3 respuestas a «El Ford Mustang Mach-e»

  1. Avatar de PrometoRegistrarmeUnDia
    PrometoRegistrarmeUnDia

    he alquilado un par de veces un i3 con lo del DriveNow y es una pasada de divertido. Una pena que bmw no vaya a seguir con el modelo.

  2. Avatar de Manuel
    Manuel

    Con respecto a los coches eléctricos solo copiar una frase que leí por ahí: somos capaces de construir coches que te pueden atropellar sin hacer ruido pero los aspiradores y taladros que sean la fiesta de los decibelios.

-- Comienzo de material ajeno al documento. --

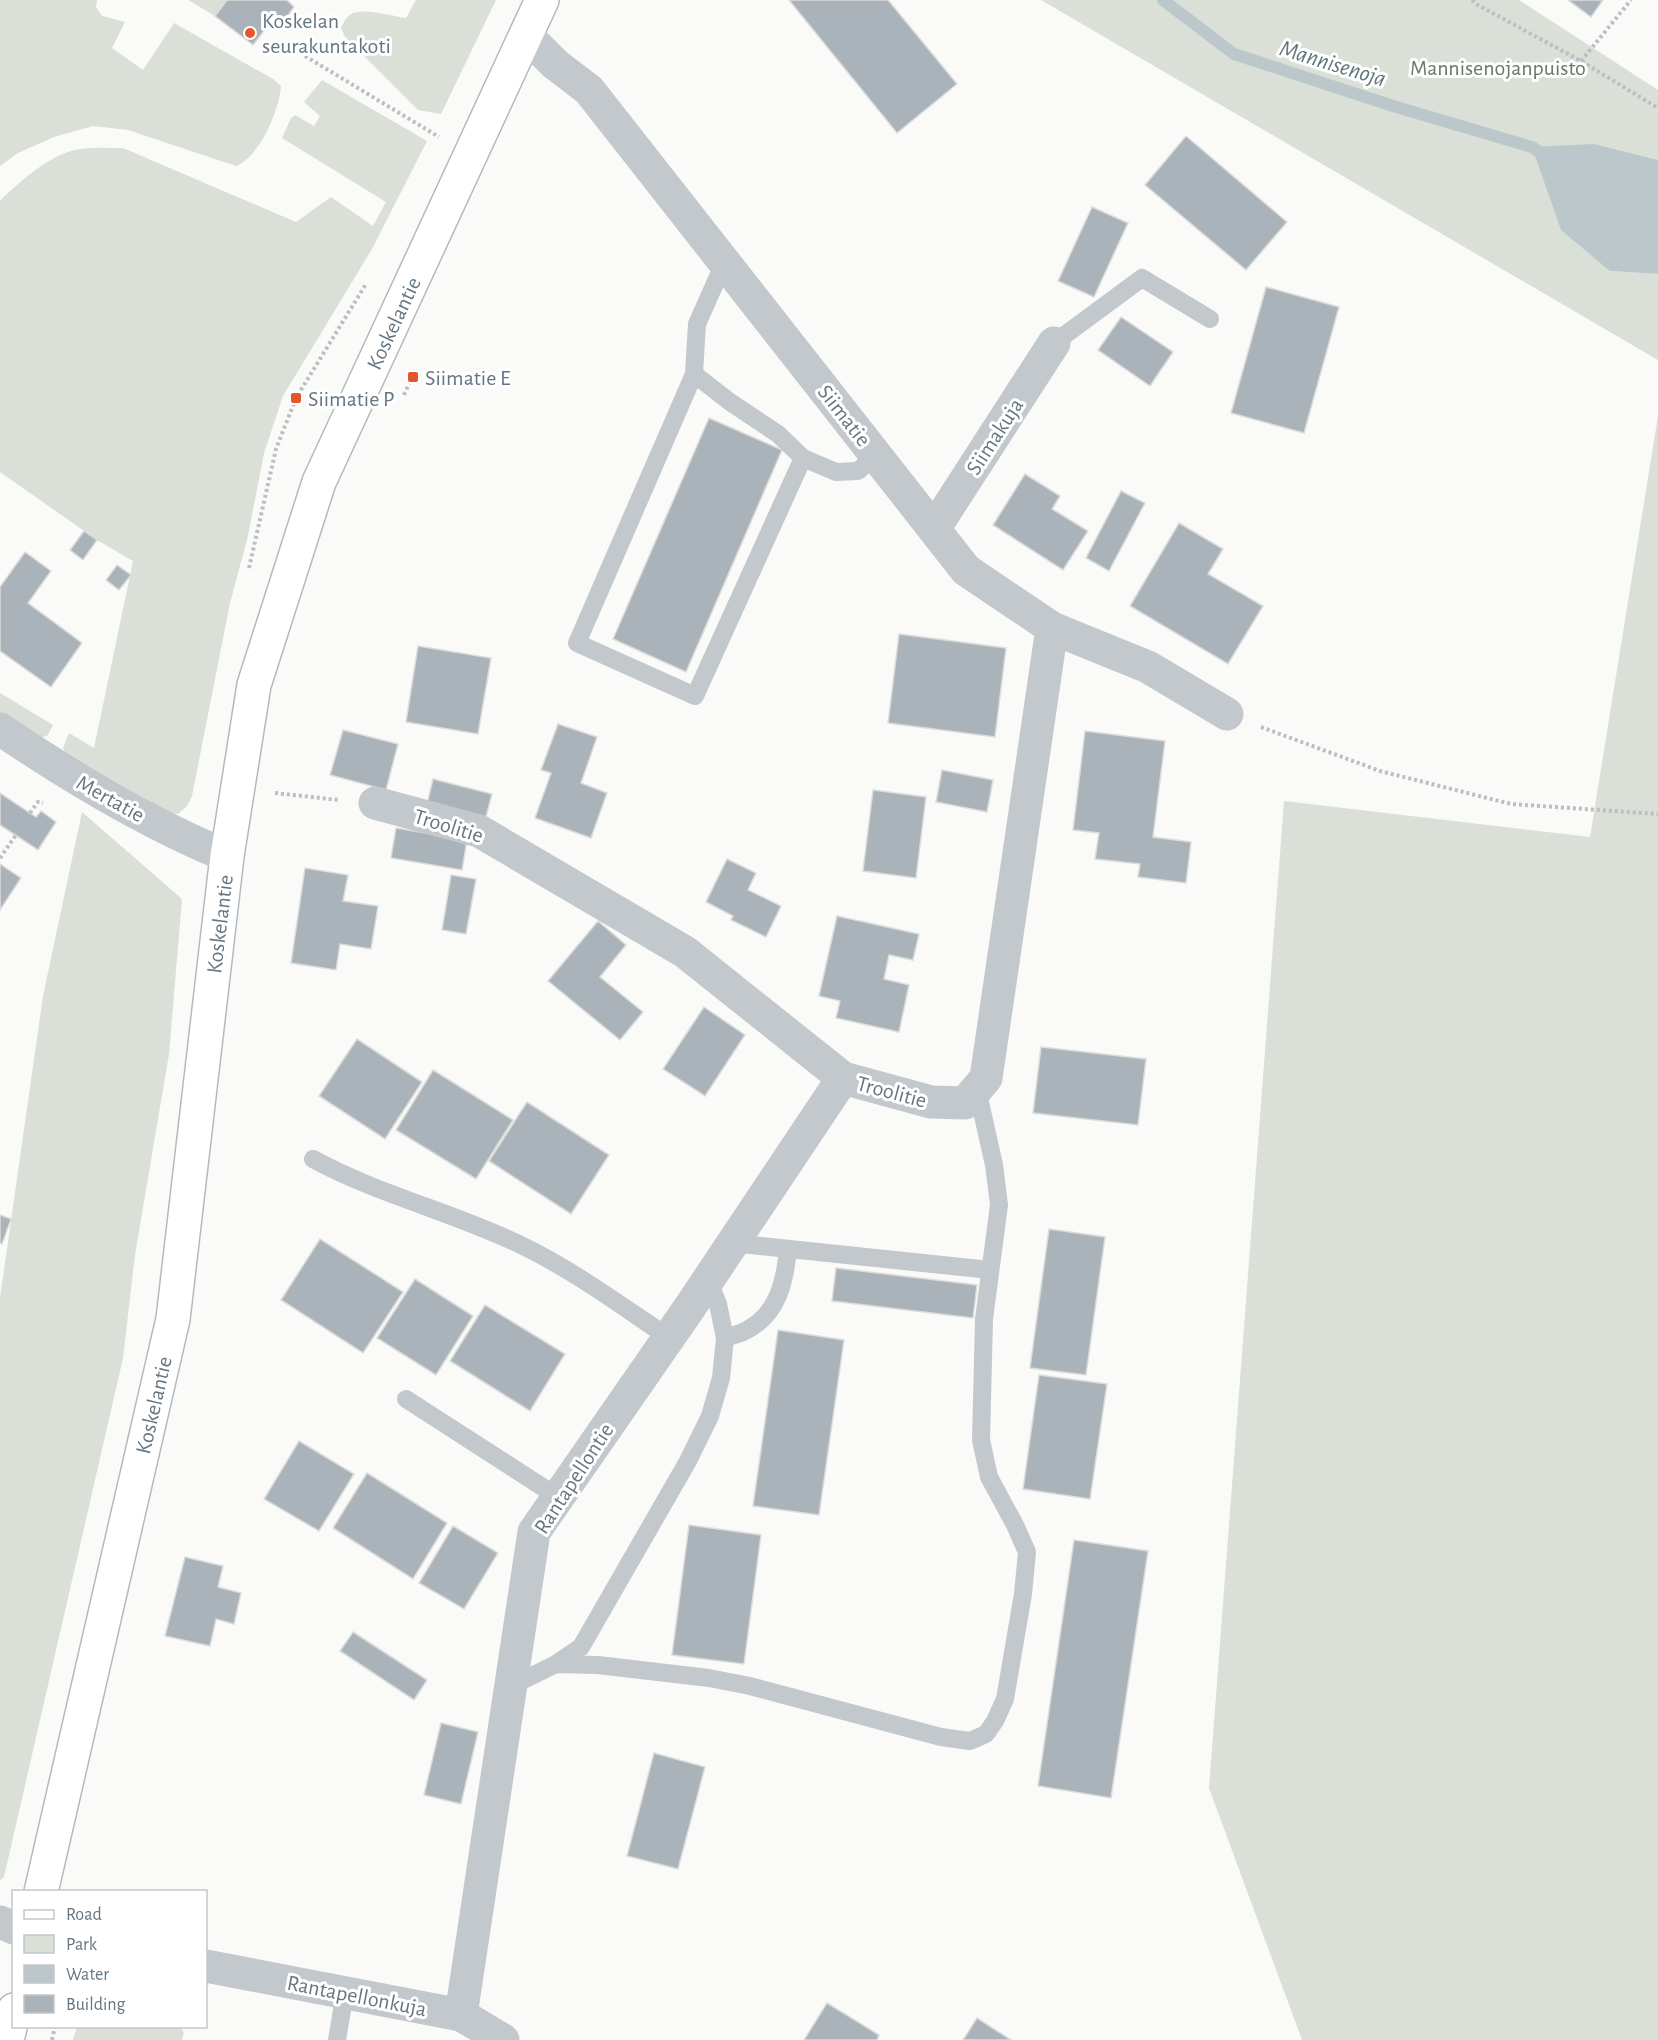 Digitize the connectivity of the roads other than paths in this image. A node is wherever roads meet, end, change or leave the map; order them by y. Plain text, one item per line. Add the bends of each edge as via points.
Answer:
1 (542, 0) edge
2 (526, 36) junction
3 (725, 261) junction
4 (1210, 319) dead end
5 (1054, 344) joint
6 (694, 374) junction
7 (876, 455) junction
8 (803, 458) junction
9 (934, 529) junction
10 (1052, 628) junction
11 (1227, 714) road end
12 (0, 729) edge
13 (375, 803) road end
14 (227, 856) junction
15 (843, 1078) junction
16 (977, 1089) junction
17 (313, 1159) dead end
18 (732, 1244) junction
19 (788, 1250) junction
20 (990, 1270) junction
21 (708, 1280) junction
22 (669, 1337) junction
23 (725, 1338) junction
24 (406, 1399) dead end
25 (558, 1497) junction
26 (556, 1664) junction
27 (511, 1686) junction
28 (40, 1890) edge
29 (207, 1966) edge
30 (345, 1993) junction
31 (461, 2015) junction
32 (12, 2018) edge
33 (6, 2040) edge
34 (337, 2040) edge
35 (503, 2040) edge

1 - 2 main road, Koskelantie
2 - 3 street, Siimatie via 589,90
2 - 14 main road, Koskelantie via 319,482 254,685
3 - 6 lane via 697,324
3 - 7 street, Siimatie
4 - 5 lane via 1142,278
5 - 9 street, Siimakuja
6 - 8 lane via 778,434
6 - 8 lane via 577,643 695,696
7 - 8 lane via 858,471 836,472
7 - 9 street, Siimatie
9 - 10 street, Siimatie via 966,570
10 - 11 street, Siimatie via 1148,667
10 - 16 street via 987,1078
12 - 14 street, Mertatie via 68,775 187,840
13 - 15 street, Troolitie via 480,831 685,952
14 - 28 main road, Koskelantie via 173,1319
15 - 16 street, Troolitie via 931,1102 965,1103
15 - 18 street, Rantapellontie
16 - 20 lane via 999,1206
17 - 22 lane via 521,1245
18 - 19 lane
18 - 21 street, Rantapellontie
19 - 20 lane
19 - 23 lane via 785,1276 776,1301 762,1320
20 - 26 lane via 984,1319 981,1440 988,1477 1027,1552 1005,1699 986,1734 970,1741 941,1737 709,1678
21 - 22 street, Rantapellontie
21 - 23 lane
22 - 25 street, Rantapellontie
23 - 26 lane via 721,1378 710,1416 688,1461 581,1647
24 - 25 lane
25 - 27 street, Rantapellontie via 534,1532
26 - 27 lane
27 - 31 street, Rantapellontie
29 - 30 street, Rantapellonkuja
30 - 31 street, Rantapellonkuja
30 - 34 lane
31 - 35 street, Rantapellonkuja
32 - 33 main road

    Gracias por los ánimos ya hemos cerrado satisfactoriamente la temporada de navidad y por fin duermo en mi cama y más de 3 horas. Hasta se acercó mi jefe a comprar un roscón el día de reyes, hacerme una foto y enviarla al slack de la empresa

    1. Avatar de Javier

      Jejeje, es cierto. 🙂

      Desde un punto de vista ingenieril, los motores eléctricos van mucho más insonorizados que los otros que mencionas, y tal vez giran mucho más lentamente (sé muy poco de motores eléctricos de automoción). En el caso de los aspiradores, además de girar muy rápido, trasiegan aire, lo que hace necesariamente mucho ruido. En los taladros también tengo entendido que parte del giro sirve para ventilar el motor, así que quizá parte del ruido venga de ahí.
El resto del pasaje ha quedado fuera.